|THA SUGAH RAIN |
BREAK FROM THE CROWD WITH MIRACLE WHIP ON YOUR CROSTINI OR PANINI
Yes, exactly! Exactly! I'm sick of how GRAMPA's mayonnaise keeps compromising! And grampa's like TURN DOWN THAT MUSIC and Miracle Whip's all, NO WAY OLD MAN
"When we're in a sandwich, a salad, a crostini or panini?"
Are these sex metaphors? I mean, "sandwich" and "salad" are obvious, but I'm not sure I know what a "crostini" implies.
I'm not sure I want to know.
Pretty sure it involves getting toasted first, whatever it is.
DON'T FADE INTO THE BACKGROUND! SLATHER EVERYTHING IN MIRACLE WHIP AND REFORMAT YOUR TASTE BUDS TO ONLY READ EXTREME!
You know, this could actually use a "90's" tag, and yet that would be incorrect.
these ads were made specifically for people who have never know a world without the internet
HEY YOU HEP CATS AND DADDIOS, MIRACLE WHIP IS A GAS! SO TELL GRANDPOP TO SCRAM!
|Plan B |
Ill-conceived marketing aside, this ad is just as inept as the old "tangy zip" ads at conveying what the fuck the product is supposed to taste like.
What DOES Miracle Whip taste like? The ads always wind up annoying me so much that I never try it.

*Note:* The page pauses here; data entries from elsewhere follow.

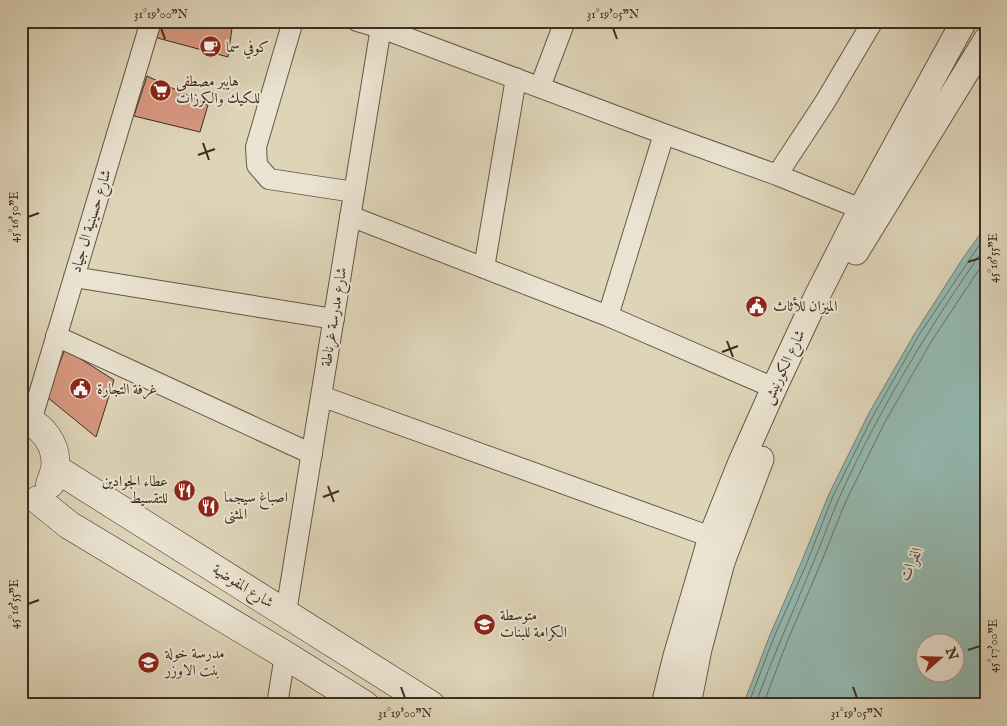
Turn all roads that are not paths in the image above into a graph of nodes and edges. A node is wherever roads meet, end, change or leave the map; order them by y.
1 (151, 21) edge
2 (293, 21) edge
3 (357, 21) edge
4 (565, 21) edge
5 (873, 21) edge
6 (964, 21) edge
7 (381, 24) edge
8 (986, 40) edge
9 (941, 64) junction
10 (964, 76) junction
11 (516, 78) junction
12 (540, 87) junction
13 (664, 134) junction
14 (777, 175) junction
15 (354, 192) junction
16 (861, 209) junction
17 (350, 216) junction
18 (484, 268) junction
19 (74, 277) junction
20 (608, 316) junction
21 (334, 318) junction
22 (56, 336) junction
23 (774, 388) junction
24 (321, 396) junction
25 (26, 419) edge
26 (312, 454) junction
27 (55, 468) junction
28 (29, 504) edge
29 (711, 537) junction
30 (286, 612) junction
31 (285, 655) junction
32 (277, 705) edge
33 (365, 705) edge
34 (431, 705) edge
35 (664, 705) edge
36 (688, 705) edge

1 - 19 street, شارع حسينية ال جياد
2 - 15 street
3 - 7 street
4 - 12 street
5 - 14 street
6 - 9 street, شارع الكورنيش
7 - 11 street
7 - 15 street, شارع مدرسة غرناطة
8 - 10 street, شارع الكورنيش
9 - 10 street
9 - 16 street, شارع الكورنيش
10 - 36 street, شارع الكورنيش
11 - 12 street
11 - 18 street
12 - 13 street
13 - 14 street
13 - 20 street
14 - 16 street
15 - 17 street, شارع مدرسة غرناطة
16 - 23 street, شارع الكورنيش
17 - 18 street
17 - 21 street, شارع مدرسة غرناطة
18 - 20 street
19 - 21 street
19 - 22 street, شارع حسينية ال جياد
20 - 23 street
21 - 24 street, شارع مدرسة غرناطة
22 - 25 street, شارع حسينية ال جياد
22 - 26 street
23 - 29 street, شارع الكورنيش
24 - 26 street, شارع مدرسة غرناطة
24 - 29 street
25 - 27 main road
26 - 30 street, شارع مدرسة غرناطة
27 - 28 main road
27 - 30 main road, شارع المفوضية
28 - 31 main road
29 - 35 street, شارع الكورنيش
30 - 34 main road, شارع المفوضية
31 - 32 street
31 - 33 main road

It's basically mayonnaise with a lot of sugar in it and a "secret" blend of spices. Because of how it's manufactured (also super secret) it's lower in calories and saturated fat than real mayo.
Food snobs for decades have declared it white trash food that has no place in a real kitchen and it sort of has that reputation which I guess is why they are trying to hip-ify it now.
Nevermind, it's cheez-whiz that has worcestershire. We're either really great or really horrible at condiments, I don't know which.
|Big Beef Burritos Supreme |
I always thought this stuff was supposed to go with bologna and processed cheese on Wonderbread.
I guess that's what you get for believing TV...not that I'm saying I believe the new message it's as extreme as the entire Motley Crue overdosing on cocaine and burning a hotel down.
standing up for those of us with mayonnaise intolerance
|The Townleybomb |
At last, a sandwich spread that has Kill Yr Idols on vinyl!
They are seriously doubling down on this campaign, too. My local Acme is playing these commercials non-stop.